Make sure the SWAT team has more than just duct tape. My client was lucky they could find flashlights, batteries, and calculators. Your SWAT team needs to be even more prepared. They will also need system documentation, passwords, backups, screwdrivers, and assured access to office spaces even if automated security systems break down at the witching hour. By the way, your end game also needs to include measures now to make sure the SWAT team and others you depend on are still around come January 1, 2000. Bonuses, neat projects, training in new technologies, concerted team building, and assured continued employment are typical incentives that organizations have found effective so far.
Contingency plans need to protect not only against internal system breakdowns, but also against external risks. To plan effectively, first identify particular types of events that would interrupt business significantly. Then define workable workaround approaches, get them ready, and test that they indeed will work.
For example, if your automated system is unavailable for an extended period, consider doing the essential activities manually, as my retail client did that dark November day. Realize that you've got to be able to operate without looking in the computer for data or depending on the computer to be the only one who actually knows how to do the work. When was the last time you had a retail clerk who knew how to make change without the point-of-sale system? Test the manual procedures by using them now. You'll find you need things you didn't anticipate, like paper forms, backup listings, and cash.
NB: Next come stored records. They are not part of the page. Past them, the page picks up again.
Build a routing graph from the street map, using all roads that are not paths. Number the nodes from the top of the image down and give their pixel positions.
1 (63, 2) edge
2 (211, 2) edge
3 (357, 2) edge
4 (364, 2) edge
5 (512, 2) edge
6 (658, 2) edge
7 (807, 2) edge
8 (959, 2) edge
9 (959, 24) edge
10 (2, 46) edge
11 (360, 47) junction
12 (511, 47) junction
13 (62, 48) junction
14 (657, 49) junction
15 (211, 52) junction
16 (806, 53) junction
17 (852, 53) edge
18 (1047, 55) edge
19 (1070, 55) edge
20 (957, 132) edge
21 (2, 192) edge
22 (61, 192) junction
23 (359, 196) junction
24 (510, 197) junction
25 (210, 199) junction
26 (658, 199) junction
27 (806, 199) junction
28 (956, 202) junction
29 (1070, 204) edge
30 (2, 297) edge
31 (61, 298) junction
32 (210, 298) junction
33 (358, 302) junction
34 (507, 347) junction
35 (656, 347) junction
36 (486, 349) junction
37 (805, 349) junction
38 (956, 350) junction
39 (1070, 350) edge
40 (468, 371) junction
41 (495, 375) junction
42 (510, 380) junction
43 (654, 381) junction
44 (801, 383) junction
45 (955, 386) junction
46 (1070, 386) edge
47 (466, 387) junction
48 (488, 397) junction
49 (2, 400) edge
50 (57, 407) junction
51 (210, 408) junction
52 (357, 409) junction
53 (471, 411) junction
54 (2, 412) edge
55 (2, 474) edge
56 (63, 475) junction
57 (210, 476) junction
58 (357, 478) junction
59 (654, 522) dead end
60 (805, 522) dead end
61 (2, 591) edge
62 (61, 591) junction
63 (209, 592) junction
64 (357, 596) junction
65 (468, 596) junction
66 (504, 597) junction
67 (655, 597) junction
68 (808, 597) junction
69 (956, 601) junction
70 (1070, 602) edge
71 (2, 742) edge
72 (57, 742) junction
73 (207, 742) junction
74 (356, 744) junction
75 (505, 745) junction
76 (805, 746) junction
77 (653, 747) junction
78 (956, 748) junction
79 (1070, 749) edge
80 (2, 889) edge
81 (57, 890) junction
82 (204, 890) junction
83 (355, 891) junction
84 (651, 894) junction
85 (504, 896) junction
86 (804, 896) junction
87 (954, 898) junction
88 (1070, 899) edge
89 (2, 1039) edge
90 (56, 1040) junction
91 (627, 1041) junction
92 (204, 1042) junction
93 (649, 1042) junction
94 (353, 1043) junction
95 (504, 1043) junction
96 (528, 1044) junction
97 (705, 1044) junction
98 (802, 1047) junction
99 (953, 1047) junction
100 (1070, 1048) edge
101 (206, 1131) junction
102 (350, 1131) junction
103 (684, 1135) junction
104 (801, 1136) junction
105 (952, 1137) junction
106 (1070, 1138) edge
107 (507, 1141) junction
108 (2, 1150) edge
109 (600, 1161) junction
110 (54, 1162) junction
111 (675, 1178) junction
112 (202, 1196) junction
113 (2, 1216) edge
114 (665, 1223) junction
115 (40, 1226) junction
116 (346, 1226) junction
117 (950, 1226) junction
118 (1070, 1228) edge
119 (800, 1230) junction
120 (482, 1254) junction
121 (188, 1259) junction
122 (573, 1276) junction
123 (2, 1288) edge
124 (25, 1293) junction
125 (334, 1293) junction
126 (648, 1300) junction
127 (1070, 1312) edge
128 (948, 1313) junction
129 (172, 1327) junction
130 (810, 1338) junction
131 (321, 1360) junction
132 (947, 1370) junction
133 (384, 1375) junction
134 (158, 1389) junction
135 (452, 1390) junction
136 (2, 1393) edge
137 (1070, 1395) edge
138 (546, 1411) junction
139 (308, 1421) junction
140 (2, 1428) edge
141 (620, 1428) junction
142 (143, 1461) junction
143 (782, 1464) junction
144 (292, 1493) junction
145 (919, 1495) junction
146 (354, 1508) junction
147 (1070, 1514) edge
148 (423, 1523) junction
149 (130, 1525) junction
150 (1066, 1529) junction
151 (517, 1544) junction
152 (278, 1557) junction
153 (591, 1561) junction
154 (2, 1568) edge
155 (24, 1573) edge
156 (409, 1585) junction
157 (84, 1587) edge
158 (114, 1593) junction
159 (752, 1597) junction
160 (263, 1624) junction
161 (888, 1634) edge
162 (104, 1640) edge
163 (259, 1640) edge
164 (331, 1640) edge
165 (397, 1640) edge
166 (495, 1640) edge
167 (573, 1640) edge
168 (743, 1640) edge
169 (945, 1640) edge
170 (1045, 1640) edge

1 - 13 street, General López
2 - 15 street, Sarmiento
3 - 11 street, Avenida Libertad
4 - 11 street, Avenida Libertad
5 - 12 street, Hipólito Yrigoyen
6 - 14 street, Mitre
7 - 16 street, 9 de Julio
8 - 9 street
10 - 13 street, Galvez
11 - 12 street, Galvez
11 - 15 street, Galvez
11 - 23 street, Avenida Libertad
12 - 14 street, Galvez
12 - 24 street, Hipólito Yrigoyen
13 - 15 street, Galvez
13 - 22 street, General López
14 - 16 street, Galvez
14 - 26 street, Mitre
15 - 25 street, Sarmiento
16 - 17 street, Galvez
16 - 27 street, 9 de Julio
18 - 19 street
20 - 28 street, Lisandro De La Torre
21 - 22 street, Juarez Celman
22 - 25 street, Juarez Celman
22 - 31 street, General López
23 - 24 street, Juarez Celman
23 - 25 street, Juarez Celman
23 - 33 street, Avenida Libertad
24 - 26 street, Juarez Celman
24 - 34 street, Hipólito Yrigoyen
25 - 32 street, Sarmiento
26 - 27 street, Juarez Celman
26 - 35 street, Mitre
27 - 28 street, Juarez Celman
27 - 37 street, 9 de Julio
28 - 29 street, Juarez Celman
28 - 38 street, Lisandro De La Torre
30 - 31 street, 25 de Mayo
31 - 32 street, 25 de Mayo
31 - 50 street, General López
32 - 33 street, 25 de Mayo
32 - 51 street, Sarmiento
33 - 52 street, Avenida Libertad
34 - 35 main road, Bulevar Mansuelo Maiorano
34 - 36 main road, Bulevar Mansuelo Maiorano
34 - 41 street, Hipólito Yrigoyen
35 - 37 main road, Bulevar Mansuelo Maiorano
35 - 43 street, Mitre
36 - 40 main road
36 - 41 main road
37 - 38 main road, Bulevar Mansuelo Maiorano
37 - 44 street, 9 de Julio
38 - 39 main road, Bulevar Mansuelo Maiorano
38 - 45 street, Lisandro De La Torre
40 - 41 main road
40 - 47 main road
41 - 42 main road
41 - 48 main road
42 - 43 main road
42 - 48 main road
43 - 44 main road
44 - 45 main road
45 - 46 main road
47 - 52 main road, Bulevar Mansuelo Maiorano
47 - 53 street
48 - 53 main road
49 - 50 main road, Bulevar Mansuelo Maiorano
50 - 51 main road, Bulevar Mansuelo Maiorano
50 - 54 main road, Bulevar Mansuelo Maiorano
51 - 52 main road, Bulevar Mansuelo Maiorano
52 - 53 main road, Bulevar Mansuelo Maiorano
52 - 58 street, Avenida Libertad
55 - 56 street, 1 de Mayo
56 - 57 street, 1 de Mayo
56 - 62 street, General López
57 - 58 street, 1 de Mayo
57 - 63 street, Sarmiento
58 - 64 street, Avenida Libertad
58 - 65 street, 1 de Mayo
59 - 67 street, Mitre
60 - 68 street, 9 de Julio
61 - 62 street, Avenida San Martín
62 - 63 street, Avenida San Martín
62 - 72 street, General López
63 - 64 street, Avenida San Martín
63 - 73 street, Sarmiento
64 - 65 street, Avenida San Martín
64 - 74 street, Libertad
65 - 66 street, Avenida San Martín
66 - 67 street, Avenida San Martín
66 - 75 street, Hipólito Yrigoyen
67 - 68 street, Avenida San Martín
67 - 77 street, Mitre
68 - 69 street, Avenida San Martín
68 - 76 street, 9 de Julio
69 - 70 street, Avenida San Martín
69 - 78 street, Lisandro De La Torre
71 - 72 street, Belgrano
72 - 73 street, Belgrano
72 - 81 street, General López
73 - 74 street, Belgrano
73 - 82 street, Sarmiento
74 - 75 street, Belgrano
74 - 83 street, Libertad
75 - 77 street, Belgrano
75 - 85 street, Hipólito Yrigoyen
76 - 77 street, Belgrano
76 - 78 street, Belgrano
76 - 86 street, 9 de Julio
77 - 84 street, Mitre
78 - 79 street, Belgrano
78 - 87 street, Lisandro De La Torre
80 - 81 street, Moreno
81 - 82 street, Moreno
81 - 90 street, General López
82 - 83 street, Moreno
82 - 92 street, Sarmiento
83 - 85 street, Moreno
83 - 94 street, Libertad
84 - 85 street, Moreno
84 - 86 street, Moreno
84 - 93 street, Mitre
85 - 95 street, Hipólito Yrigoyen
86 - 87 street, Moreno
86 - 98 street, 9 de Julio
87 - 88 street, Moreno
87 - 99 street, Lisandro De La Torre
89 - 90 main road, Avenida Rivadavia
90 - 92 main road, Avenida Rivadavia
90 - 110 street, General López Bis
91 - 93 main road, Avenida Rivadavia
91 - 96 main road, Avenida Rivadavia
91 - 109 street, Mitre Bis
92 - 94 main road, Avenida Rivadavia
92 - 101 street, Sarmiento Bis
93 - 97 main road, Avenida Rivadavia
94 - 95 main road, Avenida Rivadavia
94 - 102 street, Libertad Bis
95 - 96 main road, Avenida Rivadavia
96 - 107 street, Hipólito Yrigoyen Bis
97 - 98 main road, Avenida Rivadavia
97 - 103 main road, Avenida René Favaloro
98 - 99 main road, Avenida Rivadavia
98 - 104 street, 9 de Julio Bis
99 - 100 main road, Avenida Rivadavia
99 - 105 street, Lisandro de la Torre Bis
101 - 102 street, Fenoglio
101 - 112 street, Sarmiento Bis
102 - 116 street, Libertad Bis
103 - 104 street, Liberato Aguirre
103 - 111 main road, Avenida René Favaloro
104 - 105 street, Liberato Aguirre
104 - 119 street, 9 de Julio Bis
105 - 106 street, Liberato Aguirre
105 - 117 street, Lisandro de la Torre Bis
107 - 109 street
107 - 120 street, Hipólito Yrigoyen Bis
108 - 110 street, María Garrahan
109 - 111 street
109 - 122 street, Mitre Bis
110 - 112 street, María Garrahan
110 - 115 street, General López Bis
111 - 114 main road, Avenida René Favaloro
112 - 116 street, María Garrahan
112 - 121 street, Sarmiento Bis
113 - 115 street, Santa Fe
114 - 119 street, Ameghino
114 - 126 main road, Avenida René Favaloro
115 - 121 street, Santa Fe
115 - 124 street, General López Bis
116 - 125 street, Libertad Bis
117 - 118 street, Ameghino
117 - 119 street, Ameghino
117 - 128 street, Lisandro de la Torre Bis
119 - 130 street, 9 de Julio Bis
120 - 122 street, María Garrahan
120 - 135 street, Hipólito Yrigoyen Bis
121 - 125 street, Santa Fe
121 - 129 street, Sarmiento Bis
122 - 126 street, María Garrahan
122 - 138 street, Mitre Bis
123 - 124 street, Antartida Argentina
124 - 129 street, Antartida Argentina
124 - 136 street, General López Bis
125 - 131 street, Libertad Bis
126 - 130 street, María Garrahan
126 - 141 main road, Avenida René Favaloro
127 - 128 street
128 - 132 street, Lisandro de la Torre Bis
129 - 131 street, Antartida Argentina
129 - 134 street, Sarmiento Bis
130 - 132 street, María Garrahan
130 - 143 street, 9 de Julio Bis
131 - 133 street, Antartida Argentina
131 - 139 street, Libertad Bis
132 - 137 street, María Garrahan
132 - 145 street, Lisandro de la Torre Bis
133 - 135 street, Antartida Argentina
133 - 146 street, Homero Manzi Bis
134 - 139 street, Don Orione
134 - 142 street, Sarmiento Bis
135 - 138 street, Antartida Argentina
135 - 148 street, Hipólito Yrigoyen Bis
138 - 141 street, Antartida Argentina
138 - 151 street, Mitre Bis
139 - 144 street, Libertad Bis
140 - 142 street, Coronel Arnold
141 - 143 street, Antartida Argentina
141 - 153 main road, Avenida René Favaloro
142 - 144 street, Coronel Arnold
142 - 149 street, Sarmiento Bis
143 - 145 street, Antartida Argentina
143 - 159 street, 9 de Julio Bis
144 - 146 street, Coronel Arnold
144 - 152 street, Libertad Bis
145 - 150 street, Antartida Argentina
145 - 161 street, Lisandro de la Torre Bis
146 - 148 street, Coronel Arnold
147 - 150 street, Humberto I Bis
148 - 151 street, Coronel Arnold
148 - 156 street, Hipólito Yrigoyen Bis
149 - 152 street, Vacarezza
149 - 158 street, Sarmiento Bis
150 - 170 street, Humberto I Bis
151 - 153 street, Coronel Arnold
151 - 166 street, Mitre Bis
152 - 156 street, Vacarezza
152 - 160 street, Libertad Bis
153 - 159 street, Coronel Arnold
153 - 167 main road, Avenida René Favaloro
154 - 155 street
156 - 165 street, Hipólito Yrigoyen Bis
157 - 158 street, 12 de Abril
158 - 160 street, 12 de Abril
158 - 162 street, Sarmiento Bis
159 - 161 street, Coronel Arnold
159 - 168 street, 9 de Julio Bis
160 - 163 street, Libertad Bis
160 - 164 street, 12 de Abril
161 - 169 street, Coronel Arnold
Consider finding alternative sources and/or accumulating reserves for critical supplies, such as medicines for patients, raw materials for manufacturing, and fallback alternative software. You need to demonstrate that your fuel supply will feed backup power for up to two weeks, or longer for life-critical situations. Don't forget, you won't be able to replenish fuel supplies if there's no electricity to run gas pumps. You'll need to test the reliability of your suppliers, including alternates.
Prepare, too, for indirect effects. If you are a supplier of items which customers will tend to stockpile, expect spikes in demand, probably followed by deep troughs. After Christmas, banks can expect runs on cash machines, and airlines will have crowds rushing home...but they probably won't have many New Year's flyers.
We'll see in a year which methods really work best. Good luck!